* Problem to solve:
Please find all lines in the data that hold the string "MCCLELLAN" and copy them.

[Records from a dataset]
▼▼▼
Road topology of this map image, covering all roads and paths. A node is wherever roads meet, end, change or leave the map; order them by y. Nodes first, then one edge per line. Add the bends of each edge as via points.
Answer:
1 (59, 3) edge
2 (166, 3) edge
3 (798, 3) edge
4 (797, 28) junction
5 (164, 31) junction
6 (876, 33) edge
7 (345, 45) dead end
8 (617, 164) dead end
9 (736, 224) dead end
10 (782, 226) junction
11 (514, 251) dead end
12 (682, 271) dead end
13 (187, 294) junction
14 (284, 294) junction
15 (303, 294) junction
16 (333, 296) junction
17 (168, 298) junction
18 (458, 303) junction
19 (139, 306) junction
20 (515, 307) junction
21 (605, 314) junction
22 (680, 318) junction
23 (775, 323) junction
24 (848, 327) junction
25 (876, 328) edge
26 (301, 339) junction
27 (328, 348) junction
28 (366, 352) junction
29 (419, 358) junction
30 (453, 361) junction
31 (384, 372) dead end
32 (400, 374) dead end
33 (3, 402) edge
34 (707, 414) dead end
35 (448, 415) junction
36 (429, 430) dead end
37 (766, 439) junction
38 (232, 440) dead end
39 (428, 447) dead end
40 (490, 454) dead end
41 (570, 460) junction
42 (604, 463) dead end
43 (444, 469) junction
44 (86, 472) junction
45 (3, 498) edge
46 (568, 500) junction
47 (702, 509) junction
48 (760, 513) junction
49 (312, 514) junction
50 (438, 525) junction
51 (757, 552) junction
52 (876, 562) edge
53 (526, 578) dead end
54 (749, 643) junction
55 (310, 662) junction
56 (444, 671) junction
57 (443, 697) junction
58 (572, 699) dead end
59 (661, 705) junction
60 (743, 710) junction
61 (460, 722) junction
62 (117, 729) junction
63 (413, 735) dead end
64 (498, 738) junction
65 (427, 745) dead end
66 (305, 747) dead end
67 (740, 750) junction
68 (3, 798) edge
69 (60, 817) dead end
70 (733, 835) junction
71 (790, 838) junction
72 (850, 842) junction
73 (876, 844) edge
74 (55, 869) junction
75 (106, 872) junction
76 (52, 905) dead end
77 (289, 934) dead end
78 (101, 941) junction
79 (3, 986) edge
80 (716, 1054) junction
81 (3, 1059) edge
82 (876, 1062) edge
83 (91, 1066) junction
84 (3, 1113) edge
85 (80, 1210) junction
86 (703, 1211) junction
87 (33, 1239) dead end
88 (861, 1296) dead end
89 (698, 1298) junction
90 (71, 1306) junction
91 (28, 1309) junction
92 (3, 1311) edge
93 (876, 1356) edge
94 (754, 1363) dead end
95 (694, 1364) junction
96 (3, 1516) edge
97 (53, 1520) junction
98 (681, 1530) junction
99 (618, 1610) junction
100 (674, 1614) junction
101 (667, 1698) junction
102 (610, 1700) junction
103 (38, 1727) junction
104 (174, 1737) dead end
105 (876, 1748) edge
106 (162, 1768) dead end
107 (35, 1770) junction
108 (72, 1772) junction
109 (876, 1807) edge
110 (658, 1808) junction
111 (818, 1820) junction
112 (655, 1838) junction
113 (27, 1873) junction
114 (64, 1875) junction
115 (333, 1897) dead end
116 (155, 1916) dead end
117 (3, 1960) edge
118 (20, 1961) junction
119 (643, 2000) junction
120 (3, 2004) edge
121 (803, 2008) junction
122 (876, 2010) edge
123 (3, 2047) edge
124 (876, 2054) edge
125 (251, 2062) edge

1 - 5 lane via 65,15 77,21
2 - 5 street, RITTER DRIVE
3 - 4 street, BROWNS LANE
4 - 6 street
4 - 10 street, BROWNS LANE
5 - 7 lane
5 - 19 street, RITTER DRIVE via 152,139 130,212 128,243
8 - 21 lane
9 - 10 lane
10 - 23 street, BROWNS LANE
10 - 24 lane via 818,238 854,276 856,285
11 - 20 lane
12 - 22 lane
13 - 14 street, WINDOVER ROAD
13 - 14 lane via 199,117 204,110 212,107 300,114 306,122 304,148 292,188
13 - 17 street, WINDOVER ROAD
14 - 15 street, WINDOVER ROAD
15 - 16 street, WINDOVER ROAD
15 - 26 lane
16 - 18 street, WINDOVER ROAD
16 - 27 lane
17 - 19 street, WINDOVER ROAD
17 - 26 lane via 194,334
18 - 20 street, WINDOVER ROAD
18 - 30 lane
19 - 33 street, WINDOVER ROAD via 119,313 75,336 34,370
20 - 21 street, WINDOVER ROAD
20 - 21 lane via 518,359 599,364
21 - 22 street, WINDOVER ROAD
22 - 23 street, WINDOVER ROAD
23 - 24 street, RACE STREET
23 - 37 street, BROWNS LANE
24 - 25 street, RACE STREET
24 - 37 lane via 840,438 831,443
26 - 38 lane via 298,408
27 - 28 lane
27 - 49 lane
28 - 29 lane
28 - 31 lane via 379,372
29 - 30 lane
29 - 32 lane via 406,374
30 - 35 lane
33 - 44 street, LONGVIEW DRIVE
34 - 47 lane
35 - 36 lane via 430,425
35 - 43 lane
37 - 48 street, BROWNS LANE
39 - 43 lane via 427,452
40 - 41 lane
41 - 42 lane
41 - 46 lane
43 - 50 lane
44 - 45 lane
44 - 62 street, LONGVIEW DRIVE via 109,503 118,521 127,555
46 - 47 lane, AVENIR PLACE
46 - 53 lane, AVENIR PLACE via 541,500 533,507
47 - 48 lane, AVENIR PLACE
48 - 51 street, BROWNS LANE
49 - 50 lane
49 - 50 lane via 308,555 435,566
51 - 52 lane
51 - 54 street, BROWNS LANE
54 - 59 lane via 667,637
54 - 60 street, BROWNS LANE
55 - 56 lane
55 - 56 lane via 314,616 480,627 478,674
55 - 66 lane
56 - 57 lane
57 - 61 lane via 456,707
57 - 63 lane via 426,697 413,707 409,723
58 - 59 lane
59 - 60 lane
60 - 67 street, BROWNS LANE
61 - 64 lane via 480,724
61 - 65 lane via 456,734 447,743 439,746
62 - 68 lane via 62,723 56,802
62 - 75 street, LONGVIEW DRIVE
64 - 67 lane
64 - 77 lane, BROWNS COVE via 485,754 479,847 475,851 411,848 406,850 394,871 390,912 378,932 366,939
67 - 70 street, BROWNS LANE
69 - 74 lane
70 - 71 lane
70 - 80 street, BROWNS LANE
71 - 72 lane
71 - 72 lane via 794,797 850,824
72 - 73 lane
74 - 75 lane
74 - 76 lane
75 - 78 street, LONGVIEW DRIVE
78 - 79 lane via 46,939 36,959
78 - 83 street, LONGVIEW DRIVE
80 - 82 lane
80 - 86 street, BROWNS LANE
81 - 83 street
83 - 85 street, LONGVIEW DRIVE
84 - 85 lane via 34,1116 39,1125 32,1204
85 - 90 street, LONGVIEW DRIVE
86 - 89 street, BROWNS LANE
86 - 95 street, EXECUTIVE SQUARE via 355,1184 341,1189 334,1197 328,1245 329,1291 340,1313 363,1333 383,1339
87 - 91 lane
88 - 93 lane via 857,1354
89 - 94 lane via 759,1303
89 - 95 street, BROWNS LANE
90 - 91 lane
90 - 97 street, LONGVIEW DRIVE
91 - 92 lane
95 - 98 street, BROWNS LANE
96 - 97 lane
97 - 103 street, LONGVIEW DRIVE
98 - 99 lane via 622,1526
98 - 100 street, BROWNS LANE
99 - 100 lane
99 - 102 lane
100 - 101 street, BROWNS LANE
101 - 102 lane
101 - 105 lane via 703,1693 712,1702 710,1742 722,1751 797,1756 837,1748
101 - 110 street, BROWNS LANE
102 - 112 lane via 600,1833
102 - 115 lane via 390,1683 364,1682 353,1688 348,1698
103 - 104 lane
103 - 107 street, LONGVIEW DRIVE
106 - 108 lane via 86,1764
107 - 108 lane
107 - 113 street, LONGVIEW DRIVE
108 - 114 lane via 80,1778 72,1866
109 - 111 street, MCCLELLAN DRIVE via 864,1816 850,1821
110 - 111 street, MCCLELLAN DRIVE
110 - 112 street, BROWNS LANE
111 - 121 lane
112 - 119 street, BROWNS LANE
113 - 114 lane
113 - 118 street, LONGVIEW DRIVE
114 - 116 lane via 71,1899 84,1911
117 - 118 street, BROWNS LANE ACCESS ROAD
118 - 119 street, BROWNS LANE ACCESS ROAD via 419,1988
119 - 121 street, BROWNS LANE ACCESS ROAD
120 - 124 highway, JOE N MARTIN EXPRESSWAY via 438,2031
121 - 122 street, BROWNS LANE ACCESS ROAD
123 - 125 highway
▲▲▲
* Answer box:
109 - 111 street, MCCLELLAN DRIVE via 864,1816 850,1821
110 - 111 street, MCCLELLAN DRIVE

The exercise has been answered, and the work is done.